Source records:
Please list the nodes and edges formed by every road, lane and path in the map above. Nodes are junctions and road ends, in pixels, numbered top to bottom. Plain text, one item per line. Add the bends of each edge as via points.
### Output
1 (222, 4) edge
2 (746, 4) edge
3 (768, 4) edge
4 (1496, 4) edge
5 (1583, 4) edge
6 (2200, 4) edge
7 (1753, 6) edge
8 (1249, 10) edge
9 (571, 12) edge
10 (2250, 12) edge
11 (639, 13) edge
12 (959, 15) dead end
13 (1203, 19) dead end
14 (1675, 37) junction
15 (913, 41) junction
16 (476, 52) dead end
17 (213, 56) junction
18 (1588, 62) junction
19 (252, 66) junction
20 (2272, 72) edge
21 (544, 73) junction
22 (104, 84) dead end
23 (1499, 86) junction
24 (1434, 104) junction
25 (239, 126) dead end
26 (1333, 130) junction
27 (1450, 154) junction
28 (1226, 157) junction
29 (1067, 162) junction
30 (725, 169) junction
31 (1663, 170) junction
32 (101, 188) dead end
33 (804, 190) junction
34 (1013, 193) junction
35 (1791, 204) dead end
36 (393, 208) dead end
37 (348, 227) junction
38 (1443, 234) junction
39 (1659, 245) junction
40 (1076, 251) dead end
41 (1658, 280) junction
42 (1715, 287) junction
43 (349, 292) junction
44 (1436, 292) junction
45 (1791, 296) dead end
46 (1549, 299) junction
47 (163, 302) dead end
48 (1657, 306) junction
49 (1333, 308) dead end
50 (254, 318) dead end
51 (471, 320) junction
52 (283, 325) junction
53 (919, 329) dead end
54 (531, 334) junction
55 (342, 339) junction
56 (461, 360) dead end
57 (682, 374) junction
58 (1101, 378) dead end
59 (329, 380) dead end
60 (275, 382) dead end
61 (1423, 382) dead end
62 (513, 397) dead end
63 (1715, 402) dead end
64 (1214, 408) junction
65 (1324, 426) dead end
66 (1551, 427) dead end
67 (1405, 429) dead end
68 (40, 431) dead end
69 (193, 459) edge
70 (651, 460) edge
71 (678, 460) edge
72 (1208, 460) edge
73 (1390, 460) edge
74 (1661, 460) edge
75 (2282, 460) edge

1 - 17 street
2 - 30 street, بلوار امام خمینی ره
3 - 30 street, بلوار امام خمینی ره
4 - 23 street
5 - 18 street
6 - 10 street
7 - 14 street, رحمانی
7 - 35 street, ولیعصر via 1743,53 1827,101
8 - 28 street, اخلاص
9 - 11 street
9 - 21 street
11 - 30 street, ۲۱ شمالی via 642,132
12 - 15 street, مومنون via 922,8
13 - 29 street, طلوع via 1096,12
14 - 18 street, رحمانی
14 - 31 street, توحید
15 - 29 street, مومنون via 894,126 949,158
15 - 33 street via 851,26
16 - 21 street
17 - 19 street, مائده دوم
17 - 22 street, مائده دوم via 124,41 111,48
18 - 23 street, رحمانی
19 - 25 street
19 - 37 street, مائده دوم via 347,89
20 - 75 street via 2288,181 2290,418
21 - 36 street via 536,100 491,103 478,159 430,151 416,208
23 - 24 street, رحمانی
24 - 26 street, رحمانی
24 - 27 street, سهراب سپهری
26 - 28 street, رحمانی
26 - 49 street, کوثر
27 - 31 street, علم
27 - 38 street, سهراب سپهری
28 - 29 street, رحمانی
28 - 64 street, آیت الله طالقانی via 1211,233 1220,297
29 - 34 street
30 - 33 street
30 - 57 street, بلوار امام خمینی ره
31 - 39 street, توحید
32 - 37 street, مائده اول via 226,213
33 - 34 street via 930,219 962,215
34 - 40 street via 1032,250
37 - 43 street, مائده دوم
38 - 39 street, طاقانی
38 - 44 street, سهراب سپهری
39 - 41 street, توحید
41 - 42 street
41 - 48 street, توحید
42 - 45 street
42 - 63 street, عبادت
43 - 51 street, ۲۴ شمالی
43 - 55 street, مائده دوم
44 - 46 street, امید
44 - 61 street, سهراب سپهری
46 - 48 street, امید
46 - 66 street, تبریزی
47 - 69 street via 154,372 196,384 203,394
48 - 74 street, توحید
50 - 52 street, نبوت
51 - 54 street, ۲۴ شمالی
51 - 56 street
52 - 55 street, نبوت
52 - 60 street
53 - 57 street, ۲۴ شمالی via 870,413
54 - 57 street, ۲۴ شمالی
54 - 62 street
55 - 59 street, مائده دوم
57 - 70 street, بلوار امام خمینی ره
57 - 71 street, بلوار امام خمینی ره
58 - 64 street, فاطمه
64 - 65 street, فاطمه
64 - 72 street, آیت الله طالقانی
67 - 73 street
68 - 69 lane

### WORK REQUIRED
Filter the records above for "سپهری" and copy every matching line.

### RESULT OF THIS EXERCISE
24 - 27 street, سهراب سپهری
27 - 38 street, سهراب سپهری
38 - 44 street, سهراب سپهری
44 - 61 street, سهراب سپهری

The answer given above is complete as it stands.